§ Exercise description:
After locating the line containing "I need the junctions and links of the", restate that line and each one after it exactly, through the last line of the material.

§ Data records:
★ ★ ★ ★
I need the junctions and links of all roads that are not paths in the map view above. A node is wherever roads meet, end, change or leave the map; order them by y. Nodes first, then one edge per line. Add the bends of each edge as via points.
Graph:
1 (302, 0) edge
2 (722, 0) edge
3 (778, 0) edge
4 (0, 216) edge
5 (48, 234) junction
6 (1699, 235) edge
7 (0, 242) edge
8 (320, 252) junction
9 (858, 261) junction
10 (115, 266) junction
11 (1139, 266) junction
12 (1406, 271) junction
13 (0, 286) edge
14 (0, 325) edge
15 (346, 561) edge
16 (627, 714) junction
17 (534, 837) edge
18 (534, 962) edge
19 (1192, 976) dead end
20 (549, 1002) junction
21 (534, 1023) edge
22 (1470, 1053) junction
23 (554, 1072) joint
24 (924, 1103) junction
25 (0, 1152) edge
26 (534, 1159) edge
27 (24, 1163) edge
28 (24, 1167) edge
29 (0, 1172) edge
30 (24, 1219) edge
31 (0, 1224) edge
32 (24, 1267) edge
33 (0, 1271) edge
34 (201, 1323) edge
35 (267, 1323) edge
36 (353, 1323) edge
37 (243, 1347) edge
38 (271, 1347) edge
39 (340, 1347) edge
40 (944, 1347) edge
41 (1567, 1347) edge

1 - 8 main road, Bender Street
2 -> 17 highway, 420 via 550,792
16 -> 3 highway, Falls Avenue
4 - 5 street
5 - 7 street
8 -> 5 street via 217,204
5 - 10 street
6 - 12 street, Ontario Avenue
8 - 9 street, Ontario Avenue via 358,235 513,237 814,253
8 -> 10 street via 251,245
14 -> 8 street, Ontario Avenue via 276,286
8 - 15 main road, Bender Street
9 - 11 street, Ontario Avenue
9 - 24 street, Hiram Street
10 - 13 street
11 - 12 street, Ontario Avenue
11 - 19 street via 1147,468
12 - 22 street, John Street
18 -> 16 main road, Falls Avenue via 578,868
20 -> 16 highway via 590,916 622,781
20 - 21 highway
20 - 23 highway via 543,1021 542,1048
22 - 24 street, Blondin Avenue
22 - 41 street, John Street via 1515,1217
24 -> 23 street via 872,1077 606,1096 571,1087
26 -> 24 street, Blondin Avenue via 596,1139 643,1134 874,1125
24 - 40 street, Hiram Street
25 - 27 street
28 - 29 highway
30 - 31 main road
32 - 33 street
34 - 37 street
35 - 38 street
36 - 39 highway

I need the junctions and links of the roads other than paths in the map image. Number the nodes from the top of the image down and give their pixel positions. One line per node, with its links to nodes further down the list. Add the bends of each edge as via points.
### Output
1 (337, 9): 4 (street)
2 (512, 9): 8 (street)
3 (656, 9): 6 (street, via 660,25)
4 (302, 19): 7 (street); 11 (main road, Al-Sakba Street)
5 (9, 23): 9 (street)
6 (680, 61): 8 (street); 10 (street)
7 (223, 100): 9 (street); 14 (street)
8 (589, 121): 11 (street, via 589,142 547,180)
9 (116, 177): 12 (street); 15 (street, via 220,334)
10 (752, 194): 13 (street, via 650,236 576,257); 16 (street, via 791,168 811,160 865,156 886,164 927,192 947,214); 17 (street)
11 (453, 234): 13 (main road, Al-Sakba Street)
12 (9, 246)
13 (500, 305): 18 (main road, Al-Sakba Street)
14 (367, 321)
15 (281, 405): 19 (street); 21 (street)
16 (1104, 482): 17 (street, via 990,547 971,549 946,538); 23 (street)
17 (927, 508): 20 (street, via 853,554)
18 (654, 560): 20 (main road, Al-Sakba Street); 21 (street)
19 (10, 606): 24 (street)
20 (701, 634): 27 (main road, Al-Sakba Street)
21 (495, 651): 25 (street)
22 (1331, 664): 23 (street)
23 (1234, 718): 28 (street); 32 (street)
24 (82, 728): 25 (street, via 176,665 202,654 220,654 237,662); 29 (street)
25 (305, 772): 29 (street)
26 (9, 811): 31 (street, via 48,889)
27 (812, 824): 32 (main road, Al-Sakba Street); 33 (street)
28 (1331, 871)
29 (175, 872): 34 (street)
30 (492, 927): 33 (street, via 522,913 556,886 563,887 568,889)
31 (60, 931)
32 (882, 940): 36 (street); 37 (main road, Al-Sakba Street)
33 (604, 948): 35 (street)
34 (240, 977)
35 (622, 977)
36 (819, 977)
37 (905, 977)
★ ★ ★ ★
§ Response:
I need the junctions and links of the roads other than paths in the map image. Number the nodes from the top of the image down and give their pixel positions. One line per node, with its links to nodes further down the list. Add the bends of each edge as via points.
### Output
1 (337, 9): 4 (street)
2 (512, 9): 8 (street)
3 (656, 9): 6 (street, via 660,25)
4 (302, 19): 7 (street); 11 (main road, Al-Sakba Street)
5 (9, 23): 9 (street)
6 (680, 61): 8 (street); 10 (street)
7 (223, 100): 9 (street); 14 (street)
8 (589, 121): 11 (street, via 589,142 547,180)
9 (116, 177): 12 (street); 15 (street, via 220,334)
10 (752, 194): 13 (street, via 650,236 576,257); 16 (street, via 791,168 811,160 865,156 886,164 927,192 947,214); 17 (street)
11 (453, 234): 13 (main road, Al-Sakba Street)
12 (9, 246)
13 (500, 305): 18 (main road, Al-Sakba Street)
14 (367, 321)
15 (281, 405): 19 (street); 21 (street)
16 (1104, 482): 17 (street, via 990,547 971,549 946,538); 23 (street)
17 (927, 508): 20 (street, via 853,554)
18 (654, 560): 20 (main road, Al-Sakba Street); 21 (street)
19 (10, 606): 24 (street)
20 (701, 634): 27 (main road, Al-Sakba Street)
21 (495, 651): 25 (street)
22 (1331, 664): 23 (street)
23 (1234, 718): 28 (street); 32 (street)
24 (82, 728): 25 (street, via 176,665 202,654 220,654 237,662); 29 (street)
25 (305, 772): 29 (street)
26 (9, 811): 31 (street, via 48,889)
27 (812, 824): 32 (main road, Al-Sakba Street); 33 (street)
28 (1331, 871)
29 (175, 872): 34 (street)
30 (492, 927): 33 (street, via 522,913 556,886 563,887 568,889)
31 (60, 931)
32 (882, 940): 36 (street); 37 (main road, Al-Sakba Street)
33 (604, 948): 35 (street)
34 (240, 977)
35 (622, 977)
36 (819, 977)
37 (905, 977)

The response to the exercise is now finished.